Midnight Trader | Apr 26, 2013 04:08PM ET
Stocks closed mixed, with a late rally lifting blue-chips to a small gain while the S&P 500 and the Nasdaq finished little changed. Stocks labored much of the day after a government report found the U.S. economy did not grow as quickly as expected in Q1 while another survey showed a drop in consumer confidence this month. Most industry sectors also finished little changed, although metal and materials stocks tumbled hard as prices for raw goods fell on demand worries triggered by today's gross domestic product figures. Shares of financial companies also declined.
Early Tick Down
The markets began drifting lower soon after the Commerce Department reported U.S. gross domestic product expanded at a 2.5% annual rate, rebounding from a 0.4% rise in Q4 but still lagging expert opinion looking for 3.0% growth in the quarter.

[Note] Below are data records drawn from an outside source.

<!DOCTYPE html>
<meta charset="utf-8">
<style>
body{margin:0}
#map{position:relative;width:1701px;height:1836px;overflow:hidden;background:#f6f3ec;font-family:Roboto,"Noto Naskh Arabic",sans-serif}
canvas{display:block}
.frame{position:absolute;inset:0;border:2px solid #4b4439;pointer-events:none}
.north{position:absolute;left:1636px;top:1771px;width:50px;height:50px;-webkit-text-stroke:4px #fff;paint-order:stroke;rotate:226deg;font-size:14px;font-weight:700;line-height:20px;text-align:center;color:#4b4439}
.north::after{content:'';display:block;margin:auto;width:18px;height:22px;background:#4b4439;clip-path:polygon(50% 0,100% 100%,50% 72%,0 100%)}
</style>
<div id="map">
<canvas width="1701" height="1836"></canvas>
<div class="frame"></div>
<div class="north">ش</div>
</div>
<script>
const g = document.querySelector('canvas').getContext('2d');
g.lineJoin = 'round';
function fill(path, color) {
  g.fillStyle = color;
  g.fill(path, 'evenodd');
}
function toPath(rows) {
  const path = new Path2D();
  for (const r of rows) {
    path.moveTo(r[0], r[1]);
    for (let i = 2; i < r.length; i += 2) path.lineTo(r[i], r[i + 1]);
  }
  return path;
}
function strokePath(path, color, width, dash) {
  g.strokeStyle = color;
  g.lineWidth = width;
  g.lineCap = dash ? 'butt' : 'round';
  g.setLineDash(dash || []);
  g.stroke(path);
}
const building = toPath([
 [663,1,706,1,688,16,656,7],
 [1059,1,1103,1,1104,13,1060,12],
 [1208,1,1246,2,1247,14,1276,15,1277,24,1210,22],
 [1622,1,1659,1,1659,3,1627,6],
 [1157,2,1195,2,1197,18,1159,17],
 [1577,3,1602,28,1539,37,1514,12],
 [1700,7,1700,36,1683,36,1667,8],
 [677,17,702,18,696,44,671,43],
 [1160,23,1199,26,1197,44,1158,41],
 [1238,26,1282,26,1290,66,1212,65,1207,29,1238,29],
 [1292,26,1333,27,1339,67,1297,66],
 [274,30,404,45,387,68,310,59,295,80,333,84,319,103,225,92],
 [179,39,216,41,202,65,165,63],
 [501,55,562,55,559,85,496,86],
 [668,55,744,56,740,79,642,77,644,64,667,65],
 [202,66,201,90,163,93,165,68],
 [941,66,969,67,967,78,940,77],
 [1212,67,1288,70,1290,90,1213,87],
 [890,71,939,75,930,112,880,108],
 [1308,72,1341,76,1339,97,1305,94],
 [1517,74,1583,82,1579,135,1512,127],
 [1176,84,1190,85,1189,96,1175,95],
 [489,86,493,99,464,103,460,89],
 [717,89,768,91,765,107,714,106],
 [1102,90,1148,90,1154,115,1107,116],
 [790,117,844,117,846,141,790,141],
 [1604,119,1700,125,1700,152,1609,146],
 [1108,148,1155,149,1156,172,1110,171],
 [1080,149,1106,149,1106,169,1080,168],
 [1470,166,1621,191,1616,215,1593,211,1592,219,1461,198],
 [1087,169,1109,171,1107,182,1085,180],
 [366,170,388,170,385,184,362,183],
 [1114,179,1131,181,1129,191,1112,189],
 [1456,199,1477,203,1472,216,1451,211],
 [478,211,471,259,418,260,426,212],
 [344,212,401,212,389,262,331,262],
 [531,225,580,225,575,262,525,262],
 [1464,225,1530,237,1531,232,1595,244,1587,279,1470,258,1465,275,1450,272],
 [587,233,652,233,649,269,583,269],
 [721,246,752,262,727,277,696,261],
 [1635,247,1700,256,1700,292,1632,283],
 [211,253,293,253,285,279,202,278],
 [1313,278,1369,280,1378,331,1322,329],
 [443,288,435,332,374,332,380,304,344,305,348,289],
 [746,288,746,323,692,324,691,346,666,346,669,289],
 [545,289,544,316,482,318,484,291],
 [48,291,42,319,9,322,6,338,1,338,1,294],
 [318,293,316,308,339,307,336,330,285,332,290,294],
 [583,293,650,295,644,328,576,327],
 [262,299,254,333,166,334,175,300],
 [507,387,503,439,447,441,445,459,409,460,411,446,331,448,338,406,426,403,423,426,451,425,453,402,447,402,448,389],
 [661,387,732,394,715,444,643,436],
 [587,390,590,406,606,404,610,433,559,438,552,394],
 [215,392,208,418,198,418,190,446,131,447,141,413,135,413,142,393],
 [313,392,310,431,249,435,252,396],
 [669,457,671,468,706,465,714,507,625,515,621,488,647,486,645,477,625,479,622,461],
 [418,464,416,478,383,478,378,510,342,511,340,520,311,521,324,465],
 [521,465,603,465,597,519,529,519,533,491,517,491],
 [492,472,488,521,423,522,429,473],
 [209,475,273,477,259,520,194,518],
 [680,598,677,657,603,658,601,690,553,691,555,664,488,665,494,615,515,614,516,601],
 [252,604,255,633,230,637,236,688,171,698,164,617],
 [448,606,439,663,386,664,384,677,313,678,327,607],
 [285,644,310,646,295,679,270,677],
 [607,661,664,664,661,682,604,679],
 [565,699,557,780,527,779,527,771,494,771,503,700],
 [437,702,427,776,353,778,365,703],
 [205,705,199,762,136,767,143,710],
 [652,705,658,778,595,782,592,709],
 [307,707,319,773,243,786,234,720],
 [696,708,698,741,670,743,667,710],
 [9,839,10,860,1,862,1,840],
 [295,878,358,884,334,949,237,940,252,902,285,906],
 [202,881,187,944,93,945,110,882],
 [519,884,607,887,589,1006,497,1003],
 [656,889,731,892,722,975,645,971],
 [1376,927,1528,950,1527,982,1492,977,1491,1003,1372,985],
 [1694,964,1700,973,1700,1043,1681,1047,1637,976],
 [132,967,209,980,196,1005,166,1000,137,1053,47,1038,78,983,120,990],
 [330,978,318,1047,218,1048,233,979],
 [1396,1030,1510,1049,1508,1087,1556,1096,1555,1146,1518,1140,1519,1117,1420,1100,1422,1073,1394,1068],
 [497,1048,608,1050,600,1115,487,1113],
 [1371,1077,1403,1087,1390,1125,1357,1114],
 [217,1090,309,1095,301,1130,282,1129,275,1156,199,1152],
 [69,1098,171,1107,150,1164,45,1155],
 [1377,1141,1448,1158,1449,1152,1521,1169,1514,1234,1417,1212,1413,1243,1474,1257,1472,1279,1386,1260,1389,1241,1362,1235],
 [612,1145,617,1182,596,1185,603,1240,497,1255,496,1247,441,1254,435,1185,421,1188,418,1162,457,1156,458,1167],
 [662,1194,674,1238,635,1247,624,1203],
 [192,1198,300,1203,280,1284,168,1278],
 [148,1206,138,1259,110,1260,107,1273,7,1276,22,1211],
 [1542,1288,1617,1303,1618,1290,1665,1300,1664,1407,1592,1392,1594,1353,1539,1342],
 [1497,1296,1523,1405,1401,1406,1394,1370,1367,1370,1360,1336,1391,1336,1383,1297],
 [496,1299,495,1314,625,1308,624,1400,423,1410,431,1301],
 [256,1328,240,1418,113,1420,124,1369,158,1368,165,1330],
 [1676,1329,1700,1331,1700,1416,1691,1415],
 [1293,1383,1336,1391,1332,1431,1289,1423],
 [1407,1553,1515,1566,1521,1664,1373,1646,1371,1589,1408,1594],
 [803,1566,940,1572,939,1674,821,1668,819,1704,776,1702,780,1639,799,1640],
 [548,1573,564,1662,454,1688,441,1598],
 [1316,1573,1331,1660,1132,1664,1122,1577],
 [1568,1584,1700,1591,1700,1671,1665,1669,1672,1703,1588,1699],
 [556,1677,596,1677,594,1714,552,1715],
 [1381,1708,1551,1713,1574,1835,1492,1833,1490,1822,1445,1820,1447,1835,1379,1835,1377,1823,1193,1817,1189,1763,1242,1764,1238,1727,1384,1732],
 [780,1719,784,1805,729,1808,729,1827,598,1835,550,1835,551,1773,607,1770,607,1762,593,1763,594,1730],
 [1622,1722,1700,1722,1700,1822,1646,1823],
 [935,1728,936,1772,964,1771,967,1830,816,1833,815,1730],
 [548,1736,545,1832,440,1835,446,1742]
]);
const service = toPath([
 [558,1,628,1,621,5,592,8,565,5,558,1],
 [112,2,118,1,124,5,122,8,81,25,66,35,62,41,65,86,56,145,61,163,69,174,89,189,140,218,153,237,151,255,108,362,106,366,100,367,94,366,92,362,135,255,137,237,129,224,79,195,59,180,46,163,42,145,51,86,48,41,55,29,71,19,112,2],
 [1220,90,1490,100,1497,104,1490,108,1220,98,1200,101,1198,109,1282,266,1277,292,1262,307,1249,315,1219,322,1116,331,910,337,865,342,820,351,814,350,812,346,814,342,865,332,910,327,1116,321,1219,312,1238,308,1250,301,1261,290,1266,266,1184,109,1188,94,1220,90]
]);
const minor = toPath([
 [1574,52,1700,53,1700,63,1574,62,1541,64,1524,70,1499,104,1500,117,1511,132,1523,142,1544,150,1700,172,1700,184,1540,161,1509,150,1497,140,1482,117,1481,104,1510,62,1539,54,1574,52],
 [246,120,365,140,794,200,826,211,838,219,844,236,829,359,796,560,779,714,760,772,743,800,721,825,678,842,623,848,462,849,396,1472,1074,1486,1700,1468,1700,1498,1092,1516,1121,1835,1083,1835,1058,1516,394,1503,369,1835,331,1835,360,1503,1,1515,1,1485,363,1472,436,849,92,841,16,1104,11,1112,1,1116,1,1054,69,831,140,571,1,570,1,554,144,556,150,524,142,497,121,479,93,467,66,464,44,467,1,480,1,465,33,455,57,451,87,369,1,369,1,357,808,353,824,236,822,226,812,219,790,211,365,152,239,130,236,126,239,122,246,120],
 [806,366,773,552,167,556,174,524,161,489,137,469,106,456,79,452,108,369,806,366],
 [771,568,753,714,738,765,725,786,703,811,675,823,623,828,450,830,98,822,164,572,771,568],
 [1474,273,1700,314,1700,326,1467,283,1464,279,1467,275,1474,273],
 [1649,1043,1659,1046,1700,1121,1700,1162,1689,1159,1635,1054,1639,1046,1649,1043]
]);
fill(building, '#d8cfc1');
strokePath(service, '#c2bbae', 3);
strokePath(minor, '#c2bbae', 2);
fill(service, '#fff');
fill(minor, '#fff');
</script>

Outside of government spending, most sectors of the U.S. economy expanded during the first three months of 2013, including a 3.2% year over year increase in consumer spending. But economists cautioned much of that growth came at the expense of savings, increasing the likelihood of future slowdowns. Part of the pick-up in activity also reflected farmers' filling up silos after last summer's drought. If inventories are removed, GDP growth for the quarter was just 1.5%.
U.S. Consumer Sentiment
A separate report also weighed on stocks, with the Thomson Reuters/University of Michigan index on consumer sentiment sliding to a final 76.4 reading for April, down from last month's 78.6 mark. The April reading was a three-month low, reflecting less optimism for the U.S. economy, although the 2.4-point slide was not as large as the 5.1-point decline experts in a Bloomberg survey had been expecting.

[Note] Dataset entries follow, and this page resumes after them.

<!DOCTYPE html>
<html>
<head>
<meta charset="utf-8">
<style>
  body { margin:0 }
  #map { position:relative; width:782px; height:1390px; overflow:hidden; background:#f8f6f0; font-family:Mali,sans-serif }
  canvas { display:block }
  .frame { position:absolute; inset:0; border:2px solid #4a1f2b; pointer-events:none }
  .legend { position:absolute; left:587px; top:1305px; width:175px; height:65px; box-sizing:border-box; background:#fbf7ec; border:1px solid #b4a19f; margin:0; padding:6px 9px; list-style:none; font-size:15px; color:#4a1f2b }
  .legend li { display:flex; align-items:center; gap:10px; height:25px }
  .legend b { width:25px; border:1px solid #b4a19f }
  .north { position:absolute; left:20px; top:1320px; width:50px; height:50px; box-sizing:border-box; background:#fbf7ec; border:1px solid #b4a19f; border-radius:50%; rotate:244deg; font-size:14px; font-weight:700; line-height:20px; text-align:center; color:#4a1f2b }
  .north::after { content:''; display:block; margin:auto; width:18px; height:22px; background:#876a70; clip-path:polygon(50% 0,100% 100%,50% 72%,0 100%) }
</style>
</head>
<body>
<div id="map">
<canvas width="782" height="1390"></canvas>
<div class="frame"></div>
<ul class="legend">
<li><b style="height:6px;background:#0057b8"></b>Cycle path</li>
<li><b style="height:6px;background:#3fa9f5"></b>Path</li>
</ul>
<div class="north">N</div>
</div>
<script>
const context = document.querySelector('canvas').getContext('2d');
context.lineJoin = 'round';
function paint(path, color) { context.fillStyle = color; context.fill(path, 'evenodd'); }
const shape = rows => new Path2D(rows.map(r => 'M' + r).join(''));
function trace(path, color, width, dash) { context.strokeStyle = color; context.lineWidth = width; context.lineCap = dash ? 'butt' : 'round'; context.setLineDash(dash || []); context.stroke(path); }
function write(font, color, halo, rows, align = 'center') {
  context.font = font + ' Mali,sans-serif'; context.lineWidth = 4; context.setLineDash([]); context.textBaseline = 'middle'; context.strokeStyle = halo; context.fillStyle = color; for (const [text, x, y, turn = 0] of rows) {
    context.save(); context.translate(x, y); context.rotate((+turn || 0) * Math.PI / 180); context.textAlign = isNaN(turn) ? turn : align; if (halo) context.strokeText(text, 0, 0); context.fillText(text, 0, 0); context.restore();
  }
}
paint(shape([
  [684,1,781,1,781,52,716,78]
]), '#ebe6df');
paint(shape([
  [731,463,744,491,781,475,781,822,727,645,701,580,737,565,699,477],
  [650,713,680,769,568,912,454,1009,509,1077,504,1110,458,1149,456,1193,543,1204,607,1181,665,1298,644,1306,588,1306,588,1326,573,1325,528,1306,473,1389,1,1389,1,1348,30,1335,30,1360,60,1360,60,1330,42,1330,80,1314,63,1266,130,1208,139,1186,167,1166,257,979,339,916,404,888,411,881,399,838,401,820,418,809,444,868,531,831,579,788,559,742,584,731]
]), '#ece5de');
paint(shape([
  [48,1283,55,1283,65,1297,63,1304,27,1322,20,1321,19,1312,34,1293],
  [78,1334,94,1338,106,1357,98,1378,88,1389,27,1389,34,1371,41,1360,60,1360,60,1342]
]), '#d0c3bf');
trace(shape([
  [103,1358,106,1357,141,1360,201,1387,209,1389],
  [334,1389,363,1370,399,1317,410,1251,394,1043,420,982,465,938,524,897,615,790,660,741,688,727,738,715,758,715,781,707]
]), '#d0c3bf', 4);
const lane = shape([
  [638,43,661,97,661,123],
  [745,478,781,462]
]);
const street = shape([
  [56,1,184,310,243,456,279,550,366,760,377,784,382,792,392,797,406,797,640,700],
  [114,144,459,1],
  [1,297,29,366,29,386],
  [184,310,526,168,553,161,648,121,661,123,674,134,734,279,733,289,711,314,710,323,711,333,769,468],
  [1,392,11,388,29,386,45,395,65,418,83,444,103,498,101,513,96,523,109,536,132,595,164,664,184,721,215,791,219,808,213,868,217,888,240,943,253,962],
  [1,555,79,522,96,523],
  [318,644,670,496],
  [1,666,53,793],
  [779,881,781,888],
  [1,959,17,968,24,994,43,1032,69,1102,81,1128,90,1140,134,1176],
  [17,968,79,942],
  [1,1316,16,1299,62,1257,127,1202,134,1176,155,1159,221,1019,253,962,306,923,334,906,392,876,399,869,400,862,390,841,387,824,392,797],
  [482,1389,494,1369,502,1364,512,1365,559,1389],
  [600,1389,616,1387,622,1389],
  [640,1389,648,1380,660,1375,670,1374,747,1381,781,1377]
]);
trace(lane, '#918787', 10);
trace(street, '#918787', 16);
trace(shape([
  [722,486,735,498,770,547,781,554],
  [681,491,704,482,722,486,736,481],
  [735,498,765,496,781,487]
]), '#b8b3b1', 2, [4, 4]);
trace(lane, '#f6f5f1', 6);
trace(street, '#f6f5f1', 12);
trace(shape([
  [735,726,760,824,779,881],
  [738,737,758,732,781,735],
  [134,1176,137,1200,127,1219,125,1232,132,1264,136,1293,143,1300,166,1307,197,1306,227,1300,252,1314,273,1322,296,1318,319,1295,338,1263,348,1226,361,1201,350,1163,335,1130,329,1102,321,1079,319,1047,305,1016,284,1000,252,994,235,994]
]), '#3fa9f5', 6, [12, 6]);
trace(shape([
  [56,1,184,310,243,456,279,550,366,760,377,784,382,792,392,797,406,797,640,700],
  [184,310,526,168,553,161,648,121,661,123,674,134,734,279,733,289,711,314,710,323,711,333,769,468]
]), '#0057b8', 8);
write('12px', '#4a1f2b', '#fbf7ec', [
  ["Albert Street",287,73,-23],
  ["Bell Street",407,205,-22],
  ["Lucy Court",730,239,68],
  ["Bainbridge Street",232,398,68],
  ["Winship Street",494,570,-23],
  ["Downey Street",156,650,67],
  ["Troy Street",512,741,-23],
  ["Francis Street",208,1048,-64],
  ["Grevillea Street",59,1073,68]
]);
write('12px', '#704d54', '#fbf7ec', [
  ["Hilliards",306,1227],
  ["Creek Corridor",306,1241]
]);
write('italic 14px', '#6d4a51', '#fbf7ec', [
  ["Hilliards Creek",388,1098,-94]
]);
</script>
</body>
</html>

Commodities ended mostly lower, although gold traded higher most of the session on dollar weakness following the Q1 GDP report. Crude oil for June delivery settled 64 cents lower at $93.00 per barrel. May natural gas was down 2 cents to $4.15 per 1 million BTU. June gold reversed course late, ending $8.20 lower at $1,453.60 per ounce while May silver slipped 38 cents to finish at $23.76 per ounce. May copper was down 5 cents to $3.19 per pound.